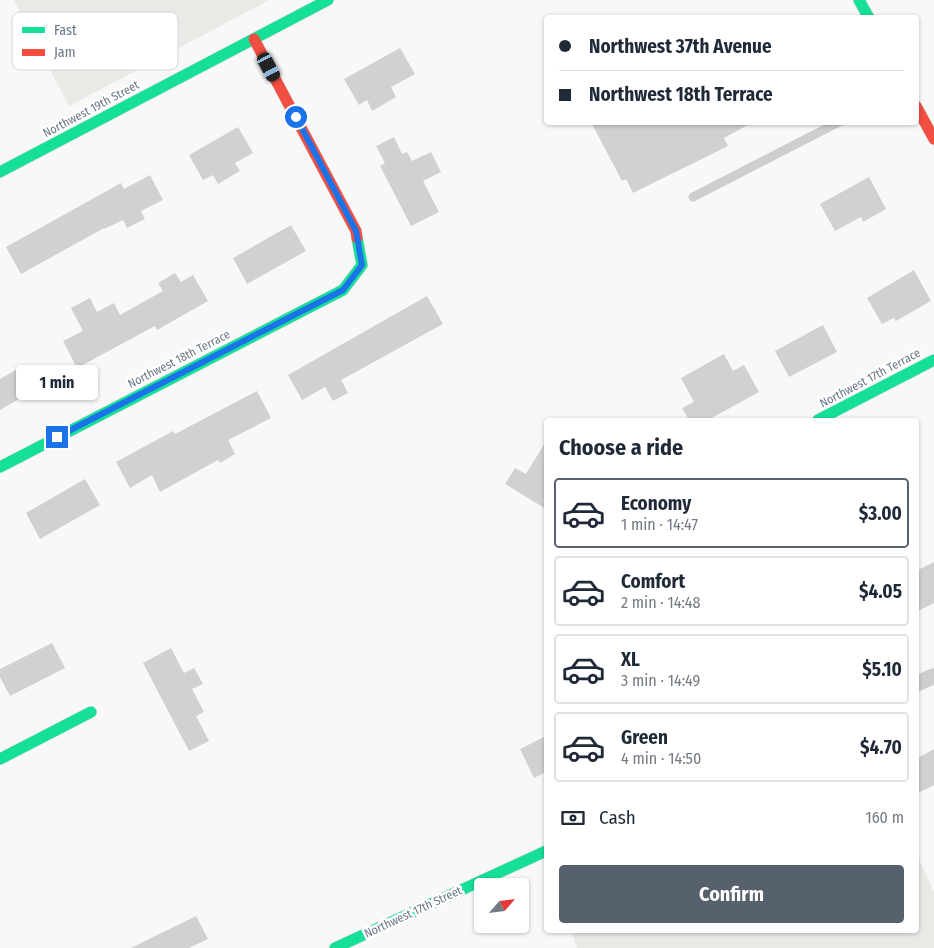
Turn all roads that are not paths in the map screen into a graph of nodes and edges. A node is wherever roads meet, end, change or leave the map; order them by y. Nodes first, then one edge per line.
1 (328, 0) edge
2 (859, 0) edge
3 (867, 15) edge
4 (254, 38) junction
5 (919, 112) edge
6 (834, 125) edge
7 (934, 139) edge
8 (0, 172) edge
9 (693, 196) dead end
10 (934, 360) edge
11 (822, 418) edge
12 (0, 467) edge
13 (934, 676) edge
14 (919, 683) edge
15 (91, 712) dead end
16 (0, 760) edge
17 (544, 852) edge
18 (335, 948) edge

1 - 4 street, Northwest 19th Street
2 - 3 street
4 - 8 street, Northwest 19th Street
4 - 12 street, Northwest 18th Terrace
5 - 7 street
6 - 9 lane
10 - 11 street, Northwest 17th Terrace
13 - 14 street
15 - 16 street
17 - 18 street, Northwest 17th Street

- - -

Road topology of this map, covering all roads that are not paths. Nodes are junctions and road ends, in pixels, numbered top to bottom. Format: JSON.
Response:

- - -

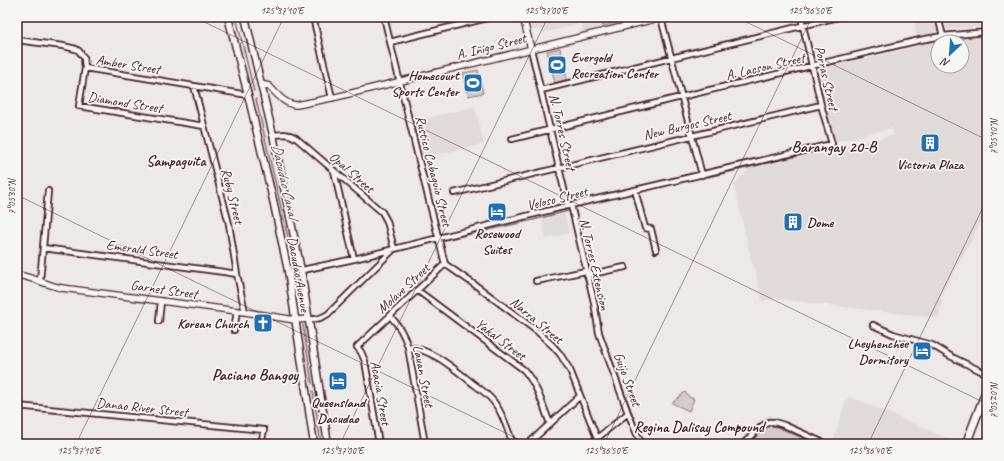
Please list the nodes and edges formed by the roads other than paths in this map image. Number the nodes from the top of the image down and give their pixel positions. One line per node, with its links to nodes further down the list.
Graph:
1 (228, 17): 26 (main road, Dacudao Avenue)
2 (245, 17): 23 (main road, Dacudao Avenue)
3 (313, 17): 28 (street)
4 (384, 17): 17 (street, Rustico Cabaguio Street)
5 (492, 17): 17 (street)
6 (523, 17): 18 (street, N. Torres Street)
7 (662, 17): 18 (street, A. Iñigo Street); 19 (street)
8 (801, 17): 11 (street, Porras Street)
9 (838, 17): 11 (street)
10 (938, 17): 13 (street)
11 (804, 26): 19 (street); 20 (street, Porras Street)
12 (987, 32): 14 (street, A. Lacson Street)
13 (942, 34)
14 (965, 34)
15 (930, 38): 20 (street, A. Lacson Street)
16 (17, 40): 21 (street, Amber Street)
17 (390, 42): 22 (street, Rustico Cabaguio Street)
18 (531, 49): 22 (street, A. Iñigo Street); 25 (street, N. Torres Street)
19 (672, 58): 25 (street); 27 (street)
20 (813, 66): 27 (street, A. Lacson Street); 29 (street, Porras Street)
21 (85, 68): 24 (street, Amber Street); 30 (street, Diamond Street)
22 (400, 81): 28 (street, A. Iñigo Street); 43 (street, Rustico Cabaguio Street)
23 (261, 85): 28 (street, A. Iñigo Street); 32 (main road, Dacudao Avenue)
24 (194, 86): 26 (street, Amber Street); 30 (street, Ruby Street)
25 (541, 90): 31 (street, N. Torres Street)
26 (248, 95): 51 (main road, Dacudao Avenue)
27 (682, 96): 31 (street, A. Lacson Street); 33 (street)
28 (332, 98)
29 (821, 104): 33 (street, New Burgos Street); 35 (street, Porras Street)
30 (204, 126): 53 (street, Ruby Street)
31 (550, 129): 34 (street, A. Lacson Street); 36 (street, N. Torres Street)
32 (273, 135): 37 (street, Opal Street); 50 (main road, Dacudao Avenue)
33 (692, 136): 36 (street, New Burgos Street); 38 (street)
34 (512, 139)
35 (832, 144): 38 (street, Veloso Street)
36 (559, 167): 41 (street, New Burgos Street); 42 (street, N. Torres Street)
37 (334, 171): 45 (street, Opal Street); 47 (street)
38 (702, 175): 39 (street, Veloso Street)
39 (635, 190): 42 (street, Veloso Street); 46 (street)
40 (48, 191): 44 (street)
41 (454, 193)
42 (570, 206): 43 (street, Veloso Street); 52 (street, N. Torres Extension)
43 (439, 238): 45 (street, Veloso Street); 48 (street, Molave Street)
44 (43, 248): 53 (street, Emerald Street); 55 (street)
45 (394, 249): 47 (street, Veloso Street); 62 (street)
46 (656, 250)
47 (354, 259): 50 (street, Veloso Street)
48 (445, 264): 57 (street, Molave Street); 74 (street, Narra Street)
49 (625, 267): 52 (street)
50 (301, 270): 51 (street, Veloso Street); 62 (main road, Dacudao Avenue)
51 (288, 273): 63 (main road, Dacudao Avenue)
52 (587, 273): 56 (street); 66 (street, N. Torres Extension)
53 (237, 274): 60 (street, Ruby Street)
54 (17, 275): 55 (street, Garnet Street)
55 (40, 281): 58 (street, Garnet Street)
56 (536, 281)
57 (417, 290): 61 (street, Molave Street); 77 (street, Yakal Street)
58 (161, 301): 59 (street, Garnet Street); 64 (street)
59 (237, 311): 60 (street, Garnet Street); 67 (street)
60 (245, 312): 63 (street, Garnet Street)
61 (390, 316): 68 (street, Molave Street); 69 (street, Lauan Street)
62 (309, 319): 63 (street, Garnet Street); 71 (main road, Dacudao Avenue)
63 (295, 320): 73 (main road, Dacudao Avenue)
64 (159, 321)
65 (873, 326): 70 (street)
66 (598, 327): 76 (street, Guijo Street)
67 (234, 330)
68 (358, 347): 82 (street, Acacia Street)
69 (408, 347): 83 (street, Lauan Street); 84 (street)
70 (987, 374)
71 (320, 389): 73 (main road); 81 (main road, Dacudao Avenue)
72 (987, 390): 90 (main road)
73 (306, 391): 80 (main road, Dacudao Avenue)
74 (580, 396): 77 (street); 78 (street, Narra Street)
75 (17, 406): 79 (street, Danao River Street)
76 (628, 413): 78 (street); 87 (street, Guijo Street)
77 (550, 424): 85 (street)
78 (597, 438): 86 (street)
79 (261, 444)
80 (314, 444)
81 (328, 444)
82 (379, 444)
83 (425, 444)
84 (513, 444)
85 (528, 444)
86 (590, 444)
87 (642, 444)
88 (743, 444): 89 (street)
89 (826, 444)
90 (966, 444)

- - -

Search the data above for "this" and copy every line where it turns up.

Road topology of this map, covering all roads that are not paths. Nodes are junctions and road ends, in pixels, numbered top to bottom. Format: JSON.
Please list the nodes and edges formed by the roads other than paths in this map image. Number the nodes from the top of the image down and give their pixel positions. One line per node, with its links to nodes further down the list.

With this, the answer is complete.